- PROBLEM TO WORK ON: Gather all lines in the data that hold the string "dead".

(RECORDS SHOWN begins)

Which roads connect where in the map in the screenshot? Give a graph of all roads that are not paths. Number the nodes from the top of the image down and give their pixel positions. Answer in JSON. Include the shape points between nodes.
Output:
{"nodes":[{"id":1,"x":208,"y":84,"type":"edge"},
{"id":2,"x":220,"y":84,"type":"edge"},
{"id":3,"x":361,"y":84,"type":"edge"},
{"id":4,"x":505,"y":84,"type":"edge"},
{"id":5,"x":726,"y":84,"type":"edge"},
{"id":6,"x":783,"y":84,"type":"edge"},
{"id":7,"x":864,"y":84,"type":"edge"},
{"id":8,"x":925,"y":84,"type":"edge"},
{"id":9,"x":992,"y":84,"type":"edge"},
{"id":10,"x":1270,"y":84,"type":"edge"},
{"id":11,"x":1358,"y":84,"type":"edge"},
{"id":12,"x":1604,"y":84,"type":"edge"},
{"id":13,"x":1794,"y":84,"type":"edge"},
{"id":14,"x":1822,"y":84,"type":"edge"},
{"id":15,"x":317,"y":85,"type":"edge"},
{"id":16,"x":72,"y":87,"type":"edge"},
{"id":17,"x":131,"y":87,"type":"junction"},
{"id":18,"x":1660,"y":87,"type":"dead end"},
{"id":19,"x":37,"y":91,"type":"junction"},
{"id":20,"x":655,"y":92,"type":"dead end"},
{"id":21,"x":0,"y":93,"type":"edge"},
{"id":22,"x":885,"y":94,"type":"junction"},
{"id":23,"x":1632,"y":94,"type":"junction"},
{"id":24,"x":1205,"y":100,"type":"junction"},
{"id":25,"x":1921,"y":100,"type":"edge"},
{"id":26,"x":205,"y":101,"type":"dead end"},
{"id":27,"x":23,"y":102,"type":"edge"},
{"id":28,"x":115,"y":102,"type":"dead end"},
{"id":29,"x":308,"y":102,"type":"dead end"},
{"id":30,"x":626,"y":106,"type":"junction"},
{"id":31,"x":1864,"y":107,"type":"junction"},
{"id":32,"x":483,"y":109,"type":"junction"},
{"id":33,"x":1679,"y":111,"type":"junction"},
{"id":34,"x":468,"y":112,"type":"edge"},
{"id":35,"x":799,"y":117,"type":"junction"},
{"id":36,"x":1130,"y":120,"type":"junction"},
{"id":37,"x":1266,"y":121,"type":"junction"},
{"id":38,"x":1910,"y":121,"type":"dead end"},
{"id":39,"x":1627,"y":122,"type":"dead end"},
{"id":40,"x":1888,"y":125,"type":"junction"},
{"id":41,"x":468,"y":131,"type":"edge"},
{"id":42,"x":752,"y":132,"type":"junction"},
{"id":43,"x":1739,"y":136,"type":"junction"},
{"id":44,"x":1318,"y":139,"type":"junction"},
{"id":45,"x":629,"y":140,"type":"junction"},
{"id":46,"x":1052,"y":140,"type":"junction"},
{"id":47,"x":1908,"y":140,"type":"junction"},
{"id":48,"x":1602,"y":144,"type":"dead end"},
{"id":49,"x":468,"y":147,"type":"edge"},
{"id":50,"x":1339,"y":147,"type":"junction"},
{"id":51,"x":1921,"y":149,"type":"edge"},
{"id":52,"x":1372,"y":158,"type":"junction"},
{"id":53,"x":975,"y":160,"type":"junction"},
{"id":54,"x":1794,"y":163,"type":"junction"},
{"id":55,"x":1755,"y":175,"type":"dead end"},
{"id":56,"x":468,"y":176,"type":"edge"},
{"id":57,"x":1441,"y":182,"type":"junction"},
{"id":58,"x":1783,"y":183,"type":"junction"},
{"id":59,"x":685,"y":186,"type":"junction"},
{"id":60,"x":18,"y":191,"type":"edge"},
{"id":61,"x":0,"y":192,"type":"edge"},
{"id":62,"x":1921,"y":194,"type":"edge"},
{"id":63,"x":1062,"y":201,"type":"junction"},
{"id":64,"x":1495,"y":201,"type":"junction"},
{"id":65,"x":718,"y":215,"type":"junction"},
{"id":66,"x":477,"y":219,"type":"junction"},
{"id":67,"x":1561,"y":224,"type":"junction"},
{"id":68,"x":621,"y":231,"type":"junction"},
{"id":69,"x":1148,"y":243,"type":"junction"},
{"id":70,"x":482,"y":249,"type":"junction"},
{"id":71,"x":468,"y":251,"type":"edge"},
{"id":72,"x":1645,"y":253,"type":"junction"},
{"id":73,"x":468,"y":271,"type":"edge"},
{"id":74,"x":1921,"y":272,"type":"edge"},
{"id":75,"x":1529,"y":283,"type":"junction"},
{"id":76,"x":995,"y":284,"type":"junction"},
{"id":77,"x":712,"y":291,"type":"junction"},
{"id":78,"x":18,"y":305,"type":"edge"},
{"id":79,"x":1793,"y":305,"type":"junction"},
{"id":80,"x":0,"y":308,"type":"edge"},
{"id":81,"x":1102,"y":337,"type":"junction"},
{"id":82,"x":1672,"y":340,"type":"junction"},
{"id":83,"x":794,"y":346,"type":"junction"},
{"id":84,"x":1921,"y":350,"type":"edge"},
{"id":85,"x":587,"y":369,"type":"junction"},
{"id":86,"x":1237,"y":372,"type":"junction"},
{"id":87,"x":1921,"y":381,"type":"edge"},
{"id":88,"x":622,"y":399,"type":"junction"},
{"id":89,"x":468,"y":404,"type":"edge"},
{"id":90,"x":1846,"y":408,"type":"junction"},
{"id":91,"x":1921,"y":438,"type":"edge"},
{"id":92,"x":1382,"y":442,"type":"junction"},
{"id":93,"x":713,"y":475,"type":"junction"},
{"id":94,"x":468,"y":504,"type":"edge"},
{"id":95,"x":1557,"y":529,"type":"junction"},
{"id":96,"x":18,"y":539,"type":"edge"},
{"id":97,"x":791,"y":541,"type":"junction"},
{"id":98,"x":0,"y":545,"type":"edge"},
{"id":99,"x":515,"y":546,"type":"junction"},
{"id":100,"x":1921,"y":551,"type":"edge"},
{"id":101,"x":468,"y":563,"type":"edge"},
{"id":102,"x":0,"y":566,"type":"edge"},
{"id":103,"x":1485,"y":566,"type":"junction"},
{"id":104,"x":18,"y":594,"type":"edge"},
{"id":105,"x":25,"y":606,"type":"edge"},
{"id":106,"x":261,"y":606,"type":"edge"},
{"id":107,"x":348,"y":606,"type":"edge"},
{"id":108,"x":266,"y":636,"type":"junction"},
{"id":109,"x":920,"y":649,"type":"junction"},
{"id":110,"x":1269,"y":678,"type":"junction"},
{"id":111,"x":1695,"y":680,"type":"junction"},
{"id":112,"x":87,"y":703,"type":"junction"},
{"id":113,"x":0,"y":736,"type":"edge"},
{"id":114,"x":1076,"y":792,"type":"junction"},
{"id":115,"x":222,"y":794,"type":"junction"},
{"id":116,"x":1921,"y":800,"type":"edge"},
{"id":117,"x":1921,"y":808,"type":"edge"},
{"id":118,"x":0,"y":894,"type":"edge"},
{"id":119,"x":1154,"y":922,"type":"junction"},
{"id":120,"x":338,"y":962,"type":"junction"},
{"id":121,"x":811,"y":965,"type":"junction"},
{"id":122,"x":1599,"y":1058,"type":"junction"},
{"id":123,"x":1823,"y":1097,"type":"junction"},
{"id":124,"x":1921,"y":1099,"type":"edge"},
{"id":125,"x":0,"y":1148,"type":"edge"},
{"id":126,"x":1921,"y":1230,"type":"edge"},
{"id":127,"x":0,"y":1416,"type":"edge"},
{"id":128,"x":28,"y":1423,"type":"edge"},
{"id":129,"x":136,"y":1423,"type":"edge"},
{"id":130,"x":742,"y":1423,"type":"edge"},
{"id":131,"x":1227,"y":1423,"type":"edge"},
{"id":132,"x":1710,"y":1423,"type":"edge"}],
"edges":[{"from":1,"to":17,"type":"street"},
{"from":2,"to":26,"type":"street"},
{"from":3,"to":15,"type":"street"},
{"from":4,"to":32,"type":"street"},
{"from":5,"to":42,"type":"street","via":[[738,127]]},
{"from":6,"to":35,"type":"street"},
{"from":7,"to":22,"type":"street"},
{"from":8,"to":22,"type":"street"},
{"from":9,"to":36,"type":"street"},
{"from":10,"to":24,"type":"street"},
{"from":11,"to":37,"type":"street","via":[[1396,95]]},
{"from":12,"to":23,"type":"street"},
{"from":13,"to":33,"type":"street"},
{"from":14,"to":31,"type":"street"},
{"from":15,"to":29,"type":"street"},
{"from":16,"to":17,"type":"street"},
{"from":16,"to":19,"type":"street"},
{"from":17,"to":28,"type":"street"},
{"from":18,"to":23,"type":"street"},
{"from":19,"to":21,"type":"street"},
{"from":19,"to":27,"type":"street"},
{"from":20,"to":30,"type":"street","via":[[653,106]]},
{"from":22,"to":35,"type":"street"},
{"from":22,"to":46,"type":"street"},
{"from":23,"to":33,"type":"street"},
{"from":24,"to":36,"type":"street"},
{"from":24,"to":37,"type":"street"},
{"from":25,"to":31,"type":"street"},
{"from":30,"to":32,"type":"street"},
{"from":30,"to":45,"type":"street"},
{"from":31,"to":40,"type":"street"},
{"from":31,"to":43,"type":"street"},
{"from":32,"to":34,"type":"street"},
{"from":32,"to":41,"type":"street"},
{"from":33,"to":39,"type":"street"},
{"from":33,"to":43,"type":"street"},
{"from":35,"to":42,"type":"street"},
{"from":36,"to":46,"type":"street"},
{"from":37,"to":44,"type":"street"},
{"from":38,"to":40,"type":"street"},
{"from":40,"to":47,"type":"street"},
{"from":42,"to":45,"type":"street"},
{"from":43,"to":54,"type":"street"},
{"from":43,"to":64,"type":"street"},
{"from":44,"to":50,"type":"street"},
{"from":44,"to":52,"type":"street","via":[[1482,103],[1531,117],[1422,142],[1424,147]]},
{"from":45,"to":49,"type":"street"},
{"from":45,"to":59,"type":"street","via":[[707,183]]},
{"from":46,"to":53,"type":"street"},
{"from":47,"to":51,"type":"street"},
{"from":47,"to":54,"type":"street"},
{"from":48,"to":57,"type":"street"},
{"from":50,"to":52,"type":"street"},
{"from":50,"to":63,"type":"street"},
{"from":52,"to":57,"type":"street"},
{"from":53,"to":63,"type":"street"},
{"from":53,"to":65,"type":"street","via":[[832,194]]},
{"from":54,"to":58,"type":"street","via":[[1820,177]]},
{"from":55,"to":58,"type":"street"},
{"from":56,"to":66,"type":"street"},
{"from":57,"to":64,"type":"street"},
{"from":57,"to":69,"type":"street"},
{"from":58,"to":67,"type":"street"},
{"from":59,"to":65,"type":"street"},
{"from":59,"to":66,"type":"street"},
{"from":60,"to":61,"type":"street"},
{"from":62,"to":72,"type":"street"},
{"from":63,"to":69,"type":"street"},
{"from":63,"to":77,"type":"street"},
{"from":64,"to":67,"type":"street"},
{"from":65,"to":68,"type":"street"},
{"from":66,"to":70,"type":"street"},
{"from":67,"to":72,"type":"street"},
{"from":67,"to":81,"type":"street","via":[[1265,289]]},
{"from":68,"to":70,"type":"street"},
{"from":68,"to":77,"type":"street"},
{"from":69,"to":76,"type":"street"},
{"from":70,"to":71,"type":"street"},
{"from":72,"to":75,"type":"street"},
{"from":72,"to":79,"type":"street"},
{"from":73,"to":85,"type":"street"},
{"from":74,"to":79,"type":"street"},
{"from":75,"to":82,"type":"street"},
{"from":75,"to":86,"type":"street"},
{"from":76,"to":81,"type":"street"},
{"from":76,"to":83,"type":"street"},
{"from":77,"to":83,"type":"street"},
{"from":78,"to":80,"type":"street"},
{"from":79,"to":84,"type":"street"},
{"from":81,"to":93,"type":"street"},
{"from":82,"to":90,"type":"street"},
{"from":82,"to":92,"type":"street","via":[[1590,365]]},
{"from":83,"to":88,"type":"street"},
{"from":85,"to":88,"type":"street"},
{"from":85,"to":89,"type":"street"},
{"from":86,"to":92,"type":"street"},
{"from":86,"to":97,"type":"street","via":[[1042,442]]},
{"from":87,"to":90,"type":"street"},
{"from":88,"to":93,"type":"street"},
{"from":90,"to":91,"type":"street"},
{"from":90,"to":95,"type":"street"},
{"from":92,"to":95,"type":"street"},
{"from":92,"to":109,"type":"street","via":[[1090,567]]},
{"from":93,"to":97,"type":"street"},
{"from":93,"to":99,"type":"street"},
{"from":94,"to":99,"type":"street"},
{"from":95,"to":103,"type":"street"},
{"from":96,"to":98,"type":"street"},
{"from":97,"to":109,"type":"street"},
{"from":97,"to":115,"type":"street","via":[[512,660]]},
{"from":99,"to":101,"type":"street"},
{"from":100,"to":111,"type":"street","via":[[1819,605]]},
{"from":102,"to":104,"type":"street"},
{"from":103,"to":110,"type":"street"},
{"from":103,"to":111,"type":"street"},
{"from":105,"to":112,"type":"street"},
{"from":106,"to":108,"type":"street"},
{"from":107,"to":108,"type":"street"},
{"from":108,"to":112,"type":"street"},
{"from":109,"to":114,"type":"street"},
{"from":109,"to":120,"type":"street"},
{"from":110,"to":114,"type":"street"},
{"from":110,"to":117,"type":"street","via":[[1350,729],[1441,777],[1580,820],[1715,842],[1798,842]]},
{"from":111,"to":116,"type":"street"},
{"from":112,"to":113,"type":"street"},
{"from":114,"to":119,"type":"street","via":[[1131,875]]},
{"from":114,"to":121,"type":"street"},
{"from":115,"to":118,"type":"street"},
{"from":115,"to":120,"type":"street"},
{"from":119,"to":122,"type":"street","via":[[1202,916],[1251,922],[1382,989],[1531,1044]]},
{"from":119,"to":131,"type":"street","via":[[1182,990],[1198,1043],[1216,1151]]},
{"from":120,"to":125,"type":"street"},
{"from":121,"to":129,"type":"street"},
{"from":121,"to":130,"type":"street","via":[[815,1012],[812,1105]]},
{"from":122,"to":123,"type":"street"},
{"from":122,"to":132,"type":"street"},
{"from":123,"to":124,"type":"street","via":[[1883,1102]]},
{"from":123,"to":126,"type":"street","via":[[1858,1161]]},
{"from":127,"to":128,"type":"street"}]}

(RECORDS SHOWN ends)

- OUTPUT OF THE EXERCISE:
{"id":18,"x":1660,"y":87,"type":"dead end"},
{"id":20,"x":655,"y":92,"type":"dead end"},
{"id":26,"x":205,"y":101,"type":"dead end"},
{"id":28,"x":115,"y":102,"type":"dead end"},
{"id":29,"x":308,"y":102,"type":"dead end"},
{"id":38,"x":1910,"y":121,"type":"dead end"},
{"id":39,"x":1627,"y":122,"type":"dead end"},
{"id":48,"x":1602,"y":144,"type":"dead end"},
{"id":55,"x":1755,"y":175,"type":"dead end"},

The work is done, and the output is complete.